Khyden is a creative variant spelling that participates in one of the more distinctive features of contemporary American naming: the deliberate exoticization of familiar sounds through unconventional orthography. The name is phonetically close to Hayden, Kaiden, or Kyden, drawing on that same "-den" naming wave while the "Khy-" opening imports a visual distinctiveness that sets it apart on the page even when it sounds familiar in conversation.
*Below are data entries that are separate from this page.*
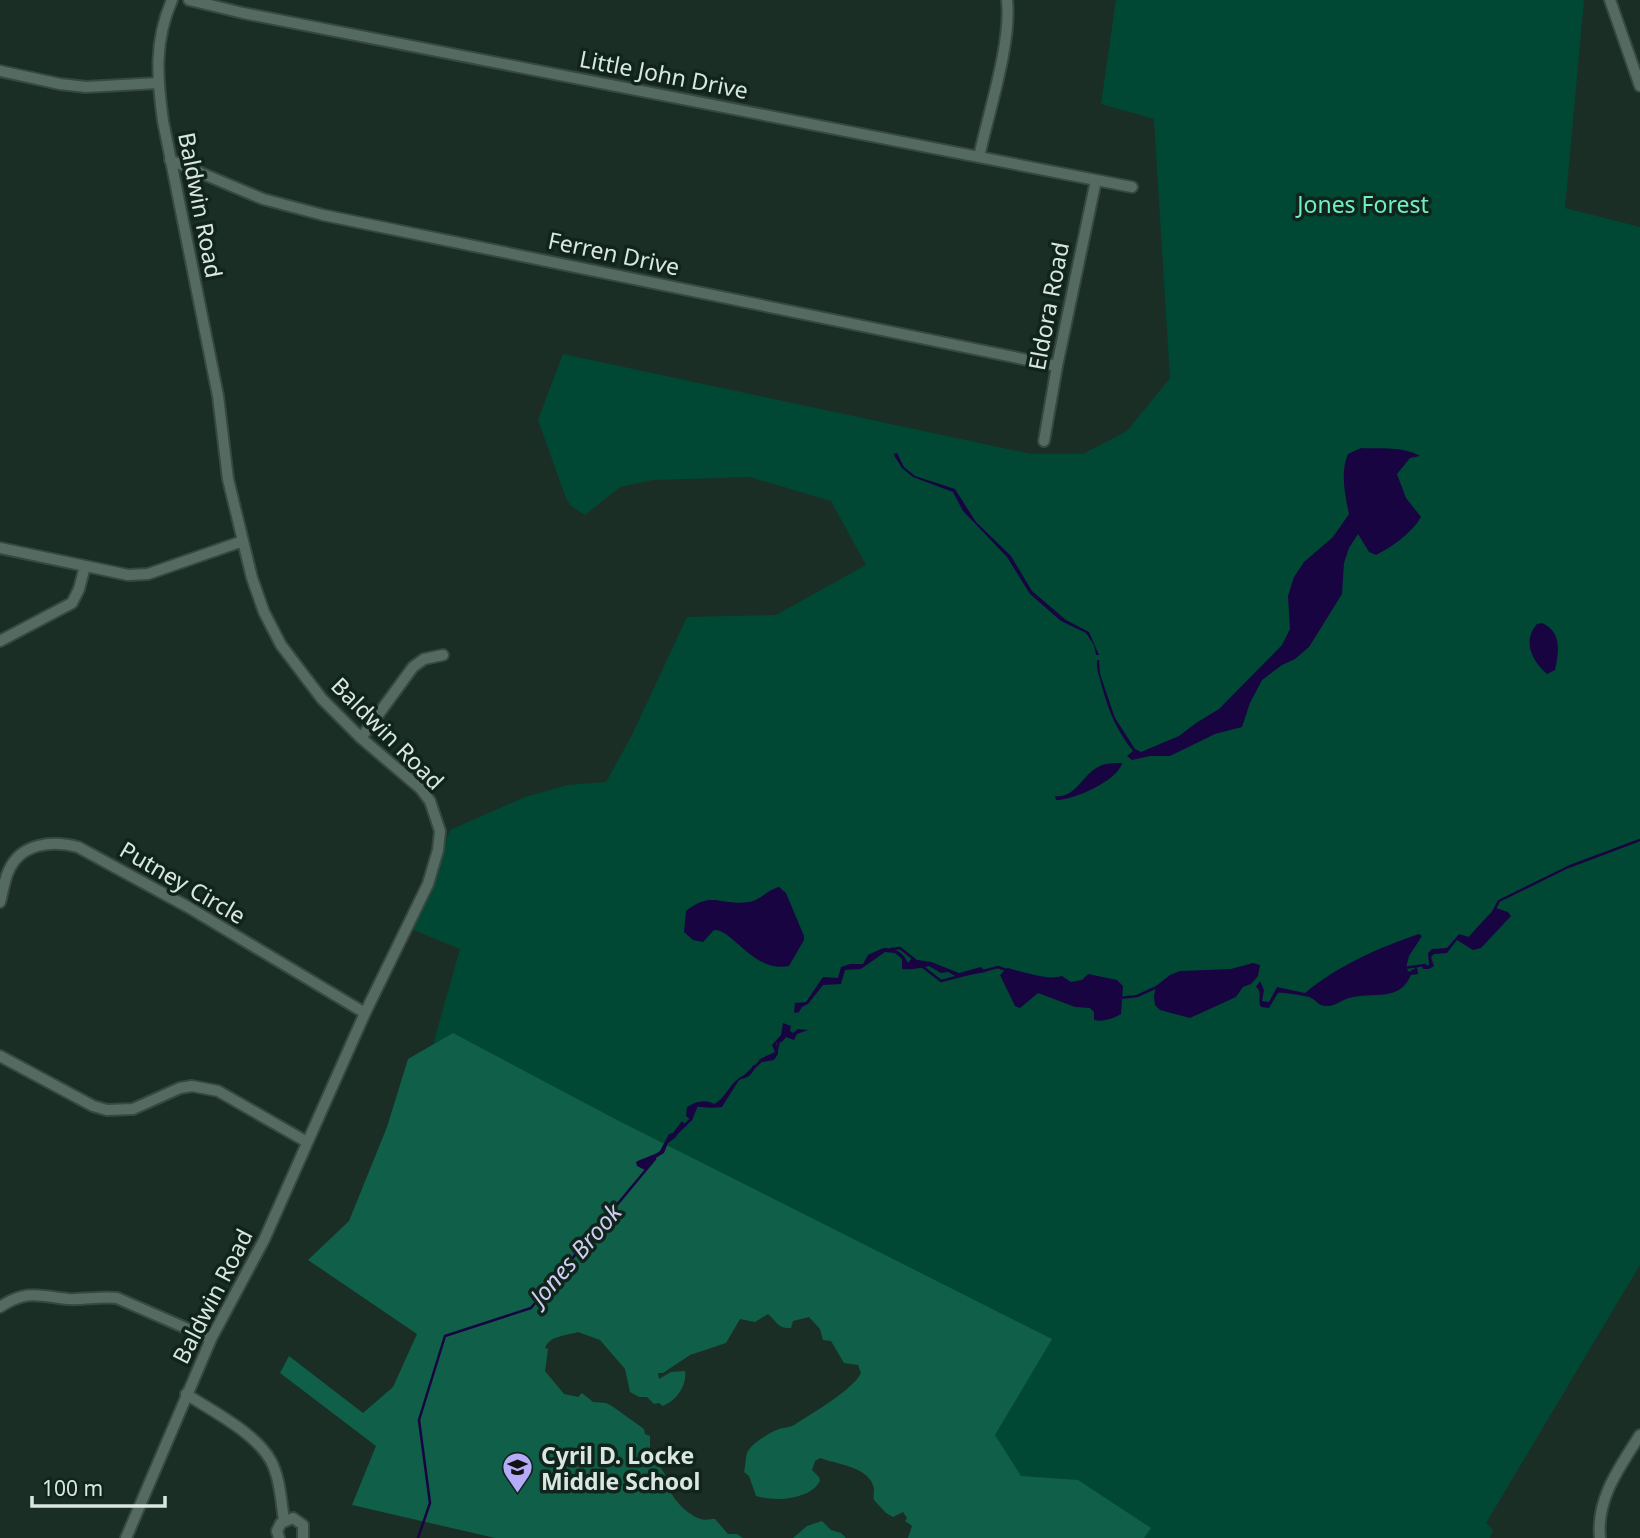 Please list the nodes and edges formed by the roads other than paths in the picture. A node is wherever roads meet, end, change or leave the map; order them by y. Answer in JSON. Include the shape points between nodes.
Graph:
{"nodes":[{"id":1,"x":172,"y":0,"type":"edge"},
{"id":2,"x":188,"y":0,"type":"edge"},
{"id":3,"x":1007,"y":0,"type":"edge"},
{"id":4,"x":1610,"y":0,"type":"edge"},
{"id":5,"x":0,"y":71,"type":"edge"},
{"id":6,"x":158,"y":83,"type":"junction"},
{"id":7,"x":1640,"y":86,"type":"edge"},
{"id":8,"x":979,"y":157,"type":"junction"},
{"id":9,"x":170,"y":160,"type":"junction"},
{"id":10,"x":1096,"y":180,"type":"junction"},
{"id":11,"x":1132,"y":187,"type":"dead end"},
{"id":12,"x":1057,"y":366,"type":"junction"},
{"id":13,"x":1044,"y":441,"type":"dead end"},
{"id":14,"x":243,"y":541,"type":"junction"},
{"id":15,"x":0,"y":548,"type":"edge"},
{"id":16,"x":85,"y":566,"type":"junction"},
{"id":17,"x":0,"y":640,"type":"edge"},
{"id":18,"x":443,"y":655,"type":"dead end"},
{"id":19,"x":361,"y":738,"type":"junction"},
{"id":20,"x":0,"y":902,"type":"edge"},
{"id":21,"x":365,"y":1013,"type":"junction"},
{"id":22,"x":0,"y":1056,"type":"edge"},
{"id":23,"x":307,"y":1142,"type":"junction"},
{"id":24,"x":0,"y":1307,"type":"edge"},
{"id":25,"x":211,"y":1339,"type":"junction"},
{"id":26,"x":186,"y":1394,"type":"junction"},
{"id":27,"x":1640,"y":1435,"type":"edge"},
{"id":28,"x":284,"y":1520,"type":"junction"},
{"id":29,"x":126,"y":1538,"type":"edge"},
{"id":30,"x":279,"y":1538,"type":"edge"},
{"id":31,"x":303,"y":1538,"type":"edge"},
{"id":32,"x":1600,"y":1538,"type":"edge"}],
"edges":[{"from":1,"to":6,"type":"street","name":"Baldwin Road","via":[[160,36]]},
{"from":2,"to":8,"type":"street","name":"Little John Drive"},
{"from":3,"to":8,"type":"street","via":[[1002,56]]},
{"from":4,"to":7,"type":"street"},
{"from":5,"to":6,"type":"street","via":[[86,87]]},
{"from":6,"to":9,"type":"street","name":"Baldwin Road"},
{"from":8,"to":10,"type":"street","name":"Little John Drive"},
{"from":9,"to":12,"type":"street","name":"Ferren Drive","via":[[263,199],[323,215]]},
{"from":9,"to":14,"type":"street","name":"Baldwin Road"},
{"from":10,"to":11,"type":"street","name":"Little John Drive"},
{"from":10,"to":12,"type":"street","name":"Eldora Road"},
{"from":12,"to":13,"type":"street","name":"Eldora Road"},
{"from":14,"to":16,"type":"street","via":[[148,574],[128,575]]},
{"from":14,"to":19,"type":"street","name":"Baldwin Road","via":[[257,595],[281,645],[322,699]]},
{"from":15,"to":16,"type":"street"},
{"from":16,"to":17,"type":"street","via":[[72,603]]},
{"from":18,"to":19,"type":"street","via":[[413,667]]},
{"from":19,"to":21,"type":"street","name":"Baldwin Road","via":[[421,789],[440,831],[428,884]]},
{"from":20,"to":21,"type":"street","name":"Putney Circle","via":[[9,870],[21,855],[38,845],[78,847]]},
{"from":21,"to":23,"type":"street","name":"Baldwin Road"},
{"from":22,"to":23,"type":"street","via":[[107,1110],[133,1109],[180,1088],[205,1087]]},
{"from":23,"to":25,"type":"street","name":"Baldwin Road","via":[[264,1240]]},
{"from":24,"to":25,"type":"street","via":[[39,1293],[66,1299],[117,1298]]},
{"from":25,"to":26,"type":"street","name":"Baldwin Road"},
{"from":26,"to":28,"type":"street","via":[[250,1436],[272,1461]]},
{"from":26,"to":29,"type":"street","name":"Baldwin Road"},
{"from":27,"to":32,"type":"street","via":[[1604,1496]]},
{"from":28,"to":30,"type":"street","via":[[278,1527]]},
{"from":28,"to":31,"type":"street","via":[[301,1522]]}]}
Hayden itself derives from an Old English place name, "hēg denu," meaning "hay valley" — pastoral, bucolic origins that have been entirely absorbed by the name's modern urban cool.
The "Kh-" construction appears in several linguistic traditions as a romanization of the guttural fricative found in Arabic, Hebrew, Russian, and Persian — the sound in "challah," "Khachaturian," or "Khan." In Khyden, however, it functions primarily as a visual marker of distinctiveness rather than a phonetic one; most bearers would likely pronounce it simply as "Ky-den." This kind of orthographic individualism is a genuine American naming tradition, stretching from the creative spellings of the 19th century (Emaline for Emmeline) through 20th-century innovations like Jazzmine.
Khyden is almost certainly a 21st-century creation with no historical lineage, which places it in a naming category that will be immediately legible to future historians as a product of this specific moment. Names like Khyden are, in their own way, as culturally informative as Puritan virtue names or Victorian floral names — each generation encodes its values and aesthetics into what it chooses to call its children.